Data entries:
◇ ◇ ◇ ◇ ◇ ◇ ◇

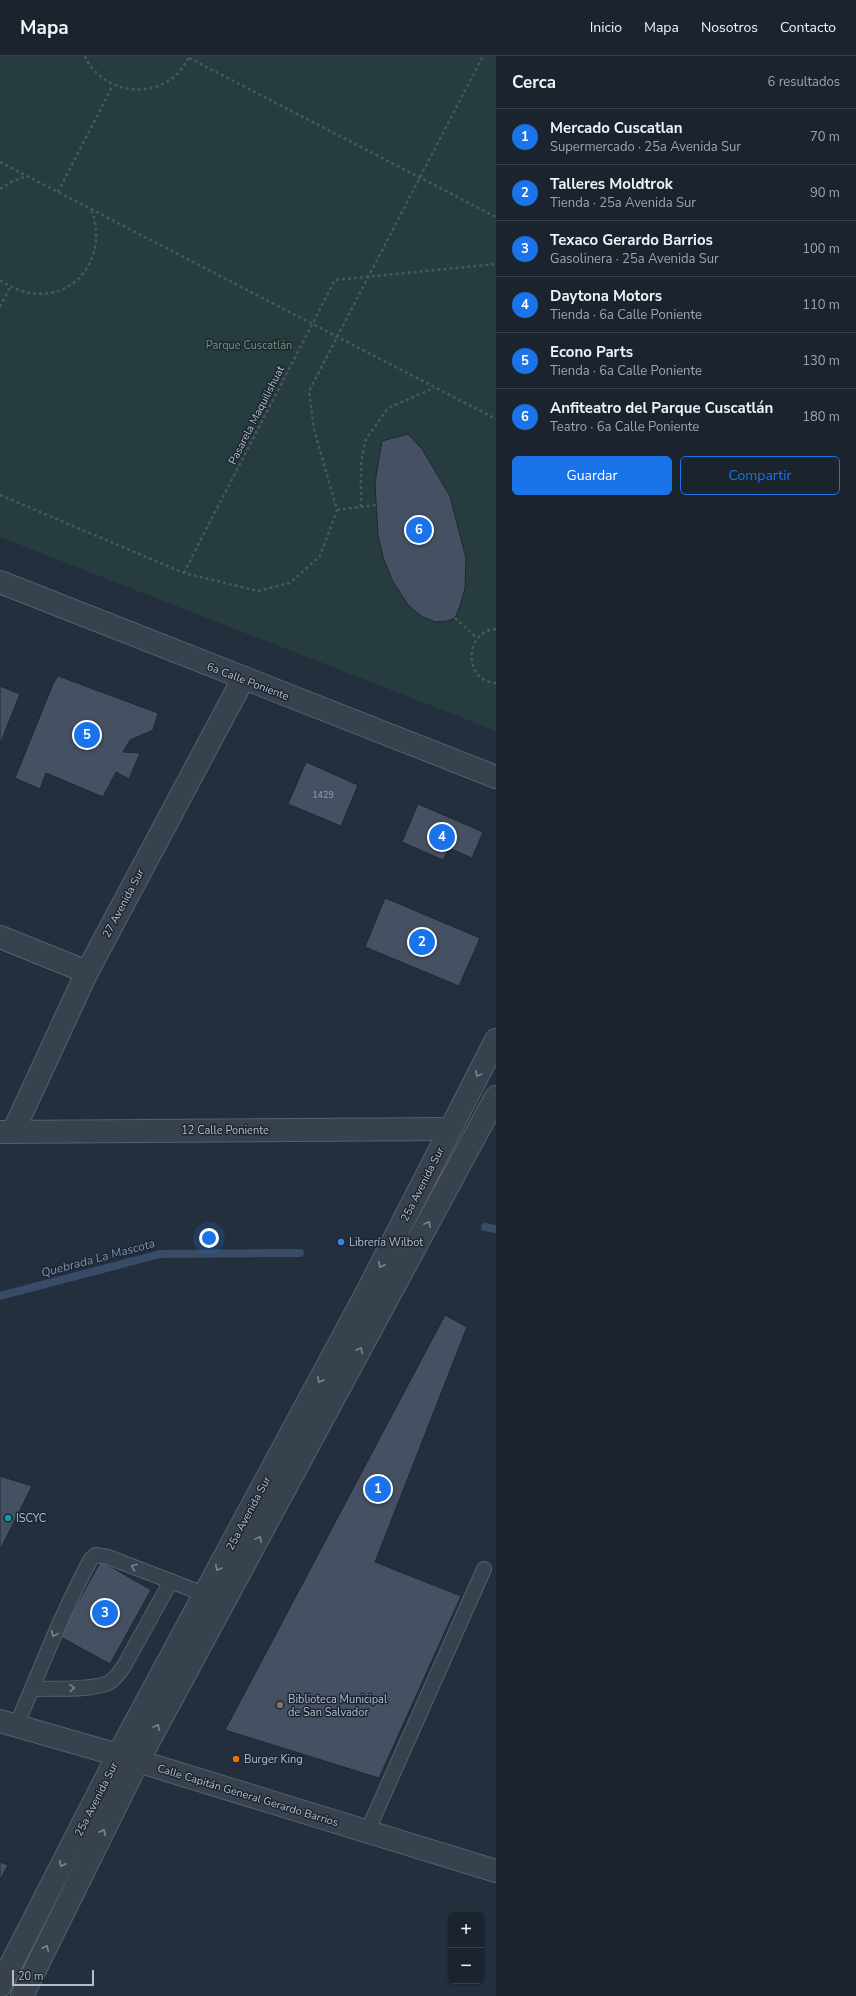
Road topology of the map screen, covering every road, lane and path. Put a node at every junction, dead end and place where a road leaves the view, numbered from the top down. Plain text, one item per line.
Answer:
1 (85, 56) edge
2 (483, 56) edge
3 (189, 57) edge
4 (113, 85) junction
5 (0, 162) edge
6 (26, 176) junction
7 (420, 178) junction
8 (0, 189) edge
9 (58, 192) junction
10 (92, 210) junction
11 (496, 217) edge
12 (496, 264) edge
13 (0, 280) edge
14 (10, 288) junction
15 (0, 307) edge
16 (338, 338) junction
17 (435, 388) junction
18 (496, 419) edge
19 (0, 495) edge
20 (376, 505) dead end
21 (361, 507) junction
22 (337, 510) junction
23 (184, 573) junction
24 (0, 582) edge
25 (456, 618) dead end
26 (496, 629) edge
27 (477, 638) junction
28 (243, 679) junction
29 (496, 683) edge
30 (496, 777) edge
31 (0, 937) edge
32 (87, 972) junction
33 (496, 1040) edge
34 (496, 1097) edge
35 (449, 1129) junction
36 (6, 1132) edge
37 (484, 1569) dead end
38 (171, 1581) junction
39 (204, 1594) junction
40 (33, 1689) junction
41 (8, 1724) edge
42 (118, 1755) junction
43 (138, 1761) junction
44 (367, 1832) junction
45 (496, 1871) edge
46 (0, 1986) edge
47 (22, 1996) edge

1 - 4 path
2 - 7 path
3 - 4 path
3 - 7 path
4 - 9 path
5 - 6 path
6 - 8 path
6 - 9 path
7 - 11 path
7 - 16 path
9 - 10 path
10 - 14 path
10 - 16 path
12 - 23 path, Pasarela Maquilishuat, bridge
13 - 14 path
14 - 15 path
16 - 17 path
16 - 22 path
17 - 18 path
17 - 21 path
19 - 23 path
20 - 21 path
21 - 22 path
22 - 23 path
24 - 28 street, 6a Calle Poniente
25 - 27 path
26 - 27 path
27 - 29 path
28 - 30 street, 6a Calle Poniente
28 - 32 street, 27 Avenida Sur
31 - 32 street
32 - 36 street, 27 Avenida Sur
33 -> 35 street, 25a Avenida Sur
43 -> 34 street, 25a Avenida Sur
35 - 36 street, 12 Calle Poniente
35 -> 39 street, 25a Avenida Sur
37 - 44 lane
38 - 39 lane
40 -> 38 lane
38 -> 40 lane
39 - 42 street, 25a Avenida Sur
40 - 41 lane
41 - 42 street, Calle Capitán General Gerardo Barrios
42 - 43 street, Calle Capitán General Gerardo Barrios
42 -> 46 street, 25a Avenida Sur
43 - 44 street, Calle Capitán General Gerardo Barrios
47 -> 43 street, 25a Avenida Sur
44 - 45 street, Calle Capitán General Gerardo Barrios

◇ ◇ ◇ ◇ ◇ ◇ ◇

DIRECTIONS
Write out every line above exactly, minus images.

EXERCISE SOLUTION
Road topology of the map screen, covering every road, lane and path. Put a node at every junction, dead end and place where a road leaves the view, numbered from the top down. Plain text, one item per line.
Answer:
1 (85, 56) edge
2 (483, 56) edge
3 (189, 57) edge
4 (113, 85) junction
5 (0, 162) edge
6 (26, 176) junction
7 (420, 178) junction
8 (0, 189) edge
9 (58, 192) junction
10 (92, 210) junction
11 (496, 217) edge
12 (496, 264) edge
13 (0, 280) edge
14 (10, 288) junction
15 (0, 307) edge
16 (338, 338) junction
17 (435, 388) junction
18 (496, 419) edge
19 (0, 495) edge
20 (376, 505) dead end
21 (361, 507) junction
22 (337, 510) junction
23 (184, 573) junction
24 (0, 582) edge
25 (456, 618) dead end
26 (496, 629) edge
27 (477, 638) junction
28 (243, 679) junction
29 (496, 683) edge
30 (496, 777) edge
31 (0, 937) edge
32 (87, 972) junction
33 (496, 1040) edge
34 (496, 1097) edge
35 (449, 1129) junction
36 (6, 1132) edge
37 (484, 1569) dead end
38 (171, 1581) junction
39 (204, 1594) junction
40 (33, 1689) junction
41 (8, 1724) edge
42 (118, 1755) junction
43 (138, 1761) junction
44 (367, 1832) junction
45 (496, 1871) edge
46 (0, 1986) edge
47 (22, 1996) edge

1 - 4 path
2 - 7 path
3 - 4 path
3 - 7 path
4 - 9 path
5 - 6 path
6 - 8 path
6 - 9 path
7 - 11 path
7 - 16 path
9 - 10 path
10 - 14 path
10 - 16 path
12 - 23 path, Pasarela Maquilishuat, bridge
13 - 14 path
14 - 15 path
16 - 17 path
16 - 22 path
17 - 18 path
17 - 21 path
19 - 23 path
20 - 21 path
21 - 22 path
22 - 23 path
24 - 28 street, 6a Calle Poniente
25 - 27 path
26 - 27 path
27 - 29 path
28 - 30 street, 6a Calle Poniente
28 - 32 street, 27 Avenida Sur
31 - 32 street
32 - 36 street, 27 Avenida Sur
33 -> 35 street, 25a Avenida Sur
43 -> 34 street, 25a Avenida Sur
35 - 36 street, 12 Calle Poniente
35 -> 39 street, 25a Avenida Sur
37 - 44 lane
38 - 39 lane
40 -> 38 lane
38 -> 40 lane
39 - 42 street, 25a Avenida Sur
40 - 41 lane
41 - 42 street, Calle Capitán General Gerardo Barrios
42 - 43 street, Calle Capitán General Gerardo Barrios
42 -> 46 street, 25a Avenida Sur
43 - 44 street, Calle Capitán General Gerardo Barrios
47 -> 43 street, 25a Avenida Sur
44 - 45 street, Calle Capitán General Gerardo Barrios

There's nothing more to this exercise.